| TASK STATEMENT |
What is needed is a copy of each line in the listing below that contains "highway".

| SOURCE MATERIAL |

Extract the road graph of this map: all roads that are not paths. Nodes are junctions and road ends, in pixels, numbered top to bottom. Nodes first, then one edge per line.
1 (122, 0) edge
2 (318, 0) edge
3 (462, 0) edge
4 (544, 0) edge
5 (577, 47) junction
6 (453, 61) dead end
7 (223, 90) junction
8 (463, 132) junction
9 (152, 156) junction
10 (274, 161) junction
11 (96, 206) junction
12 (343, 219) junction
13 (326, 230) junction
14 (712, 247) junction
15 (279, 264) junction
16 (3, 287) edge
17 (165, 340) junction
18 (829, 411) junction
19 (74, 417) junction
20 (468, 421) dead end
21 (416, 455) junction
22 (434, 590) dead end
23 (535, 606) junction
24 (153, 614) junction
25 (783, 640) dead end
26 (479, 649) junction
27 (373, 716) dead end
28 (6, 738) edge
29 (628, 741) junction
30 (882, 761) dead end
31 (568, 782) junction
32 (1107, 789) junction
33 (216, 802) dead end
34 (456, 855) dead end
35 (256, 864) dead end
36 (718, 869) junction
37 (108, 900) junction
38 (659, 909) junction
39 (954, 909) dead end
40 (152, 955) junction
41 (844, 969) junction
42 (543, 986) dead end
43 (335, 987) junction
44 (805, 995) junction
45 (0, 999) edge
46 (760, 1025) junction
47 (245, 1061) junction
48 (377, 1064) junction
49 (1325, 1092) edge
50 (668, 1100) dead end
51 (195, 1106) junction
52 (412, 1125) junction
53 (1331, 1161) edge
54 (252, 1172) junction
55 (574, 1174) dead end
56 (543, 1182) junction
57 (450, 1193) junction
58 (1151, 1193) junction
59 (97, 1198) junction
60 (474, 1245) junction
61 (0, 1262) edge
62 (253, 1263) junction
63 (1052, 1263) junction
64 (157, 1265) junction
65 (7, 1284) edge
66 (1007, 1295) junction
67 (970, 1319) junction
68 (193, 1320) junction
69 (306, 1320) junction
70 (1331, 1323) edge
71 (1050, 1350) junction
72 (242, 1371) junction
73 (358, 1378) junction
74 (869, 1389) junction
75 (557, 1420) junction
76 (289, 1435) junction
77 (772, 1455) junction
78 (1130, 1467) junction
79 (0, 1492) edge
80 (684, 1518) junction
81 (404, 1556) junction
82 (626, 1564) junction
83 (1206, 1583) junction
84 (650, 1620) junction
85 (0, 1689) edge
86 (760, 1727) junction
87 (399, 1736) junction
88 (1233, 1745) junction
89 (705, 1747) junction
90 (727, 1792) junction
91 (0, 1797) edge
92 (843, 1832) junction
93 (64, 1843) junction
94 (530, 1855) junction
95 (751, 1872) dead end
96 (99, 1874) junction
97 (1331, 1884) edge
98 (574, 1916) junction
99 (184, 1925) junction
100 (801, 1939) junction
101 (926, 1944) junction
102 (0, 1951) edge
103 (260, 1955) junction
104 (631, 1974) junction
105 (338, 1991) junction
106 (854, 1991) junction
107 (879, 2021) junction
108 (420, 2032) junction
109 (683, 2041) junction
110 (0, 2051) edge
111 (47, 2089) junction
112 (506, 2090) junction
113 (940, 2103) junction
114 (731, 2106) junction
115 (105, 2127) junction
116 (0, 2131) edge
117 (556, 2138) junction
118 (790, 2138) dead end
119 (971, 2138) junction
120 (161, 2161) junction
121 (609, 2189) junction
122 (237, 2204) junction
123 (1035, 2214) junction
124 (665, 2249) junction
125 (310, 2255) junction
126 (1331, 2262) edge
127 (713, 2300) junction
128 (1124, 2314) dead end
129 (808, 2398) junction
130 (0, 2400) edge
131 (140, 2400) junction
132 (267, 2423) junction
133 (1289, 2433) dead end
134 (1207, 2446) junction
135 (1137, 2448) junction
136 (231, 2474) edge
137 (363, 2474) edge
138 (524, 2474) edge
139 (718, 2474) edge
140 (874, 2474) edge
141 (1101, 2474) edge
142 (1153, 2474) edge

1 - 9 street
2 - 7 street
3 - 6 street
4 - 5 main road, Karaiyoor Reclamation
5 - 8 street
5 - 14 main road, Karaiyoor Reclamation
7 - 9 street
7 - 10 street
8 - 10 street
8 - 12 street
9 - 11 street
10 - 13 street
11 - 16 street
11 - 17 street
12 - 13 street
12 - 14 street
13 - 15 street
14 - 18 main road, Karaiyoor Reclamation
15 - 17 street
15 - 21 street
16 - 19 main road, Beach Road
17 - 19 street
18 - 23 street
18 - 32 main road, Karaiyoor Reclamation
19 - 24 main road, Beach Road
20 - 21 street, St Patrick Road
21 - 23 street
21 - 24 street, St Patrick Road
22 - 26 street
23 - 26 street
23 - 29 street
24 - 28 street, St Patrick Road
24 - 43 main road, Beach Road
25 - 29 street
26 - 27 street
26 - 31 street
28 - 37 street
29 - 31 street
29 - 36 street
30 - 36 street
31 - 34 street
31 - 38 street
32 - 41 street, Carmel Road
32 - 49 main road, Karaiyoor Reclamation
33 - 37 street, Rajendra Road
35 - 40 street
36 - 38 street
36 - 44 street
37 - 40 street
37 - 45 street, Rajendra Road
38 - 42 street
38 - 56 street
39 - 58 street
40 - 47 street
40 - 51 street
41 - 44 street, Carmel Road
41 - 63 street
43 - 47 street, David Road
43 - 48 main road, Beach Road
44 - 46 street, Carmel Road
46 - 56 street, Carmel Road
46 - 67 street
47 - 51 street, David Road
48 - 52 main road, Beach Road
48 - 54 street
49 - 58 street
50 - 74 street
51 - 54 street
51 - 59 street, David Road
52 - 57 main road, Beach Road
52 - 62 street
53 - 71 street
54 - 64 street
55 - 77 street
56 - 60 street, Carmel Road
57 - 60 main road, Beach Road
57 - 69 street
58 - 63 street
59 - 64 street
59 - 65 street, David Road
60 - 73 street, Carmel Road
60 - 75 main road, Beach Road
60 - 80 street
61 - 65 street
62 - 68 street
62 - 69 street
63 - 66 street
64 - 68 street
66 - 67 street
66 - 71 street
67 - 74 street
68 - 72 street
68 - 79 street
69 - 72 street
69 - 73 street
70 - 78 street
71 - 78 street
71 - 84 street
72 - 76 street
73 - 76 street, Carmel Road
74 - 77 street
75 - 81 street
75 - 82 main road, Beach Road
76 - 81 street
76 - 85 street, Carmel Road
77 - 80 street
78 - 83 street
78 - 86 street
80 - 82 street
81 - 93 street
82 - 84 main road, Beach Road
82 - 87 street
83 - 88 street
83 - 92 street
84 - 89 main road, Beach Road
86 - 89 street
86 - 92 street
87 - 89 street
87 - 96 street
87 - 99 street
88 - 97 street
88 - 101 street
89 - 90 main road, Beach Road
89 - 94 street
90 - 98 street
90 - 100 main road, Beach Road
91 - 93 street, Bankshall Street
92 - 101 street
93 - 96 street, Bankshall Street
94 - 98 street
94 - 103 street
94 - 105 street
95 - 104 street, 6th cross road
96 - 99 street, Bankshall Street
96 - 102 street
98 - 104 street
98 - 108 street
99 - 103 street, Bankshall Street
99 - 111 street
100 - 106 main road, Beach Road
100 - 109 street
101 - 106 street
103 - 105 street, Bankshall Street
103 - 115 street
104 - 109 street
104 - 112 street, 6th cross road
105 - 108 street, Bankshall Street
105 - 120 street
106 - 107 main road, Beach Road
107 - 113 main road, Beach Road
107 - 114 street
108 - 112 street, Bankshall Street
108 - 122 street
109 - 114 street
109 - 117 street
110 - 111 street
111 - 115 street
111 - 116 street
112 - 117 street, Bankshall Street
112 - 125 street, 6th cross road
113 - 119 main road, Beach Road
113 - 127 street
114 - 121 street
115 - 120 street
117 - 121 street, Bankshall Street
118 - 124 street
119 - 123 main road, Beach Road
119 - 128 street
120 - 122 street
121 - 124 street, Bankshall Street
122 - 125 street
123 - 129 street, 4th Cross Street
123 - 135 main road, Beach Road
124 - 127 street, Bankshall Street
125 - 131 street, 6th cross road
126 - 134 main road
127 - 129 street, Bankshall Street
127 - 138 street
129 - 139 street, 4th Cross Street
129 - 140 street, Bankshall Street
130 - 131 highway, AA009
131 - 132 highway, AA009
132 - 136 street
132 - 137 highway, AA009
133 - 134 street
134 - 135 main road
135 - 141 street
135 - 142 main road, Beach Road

| RESPONSE FOR THIS EXERCISE |
130 - 131 highway, AA009
131 - 132 highway, AA009
132 - 137 highway, AA009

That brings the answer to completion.